- _What is being asked_
From the listing below, extract each entry exactly as written, minus the images.

>>>

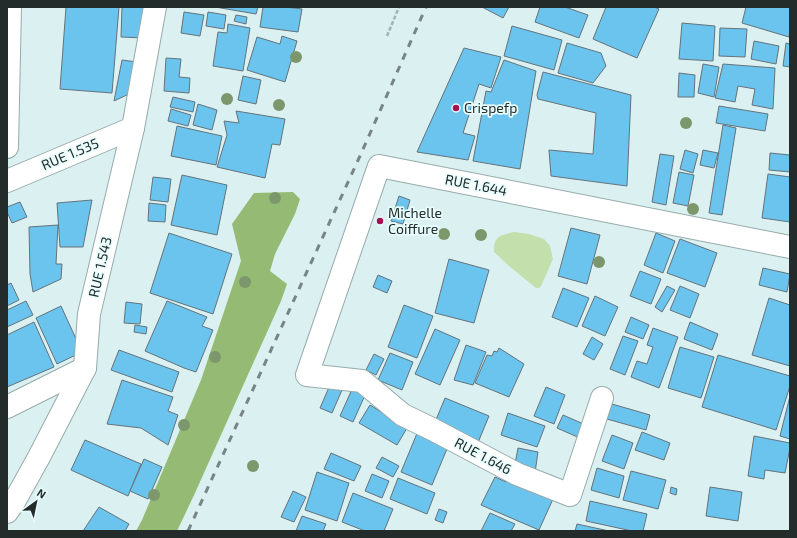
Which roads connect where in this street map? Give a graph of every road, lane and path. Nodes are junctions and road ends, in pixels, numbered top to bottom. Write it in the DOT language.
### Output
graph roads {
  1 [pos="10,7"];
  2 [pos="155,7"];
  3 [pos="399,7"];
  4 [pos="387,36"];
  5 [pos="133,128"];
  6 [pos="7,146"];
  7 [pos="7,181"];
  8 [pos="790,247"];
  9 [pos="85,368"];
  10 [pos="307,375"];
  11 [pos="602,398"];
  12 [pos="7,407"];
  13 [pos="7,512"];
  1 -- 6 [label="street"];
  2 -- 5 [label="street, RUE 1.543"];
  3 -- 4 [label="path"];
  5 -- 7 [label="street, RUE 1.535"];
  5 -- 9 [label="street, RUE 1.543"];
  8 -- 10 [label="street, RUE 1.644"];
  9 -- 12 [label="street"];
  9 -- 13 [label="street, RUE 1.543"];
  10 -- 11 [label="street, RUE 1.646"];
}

<<<

- _Exercise response_
Which roads connect where in this street map? Give a graph of every road, lane and path. Nodes are junctions and road ends, in pixels, numbered top to bottom. Write it in the DOT language.
### Output
graph roads {
  1 [pos="10,7"];
  2 [pos="155,7"];
  3 [pos="399,7"];
  4 [pos="387,36"];
  5 [pos="133,128"];
  6 [pos="7,146"];
  7 [pos="7,181"];
  8 [pos="790,247"];
  9 [pos="85,368"];
  10 [pos="307,375"];
  11 [pos="602,398"];
  12 [pos="7,407"];
  13 [pos="7,512"];
  1 -- 6 [label="street"];
  2 -- 5 [label="street, RUE 1.543"];
  3 -- 4 [label="path"];
  5 -- 7 [label="street, RUE 1.535"];
  5 -- 9 [label="street, RUE 1.543"];
  8 -- 10 [label="street, RUE 1.644"];
  9 -- 12 [label="street"];
  9 -- 13 [label="street, RUE 1.543"];
  10 -- 11 [label="street, RUE 1.646"];
}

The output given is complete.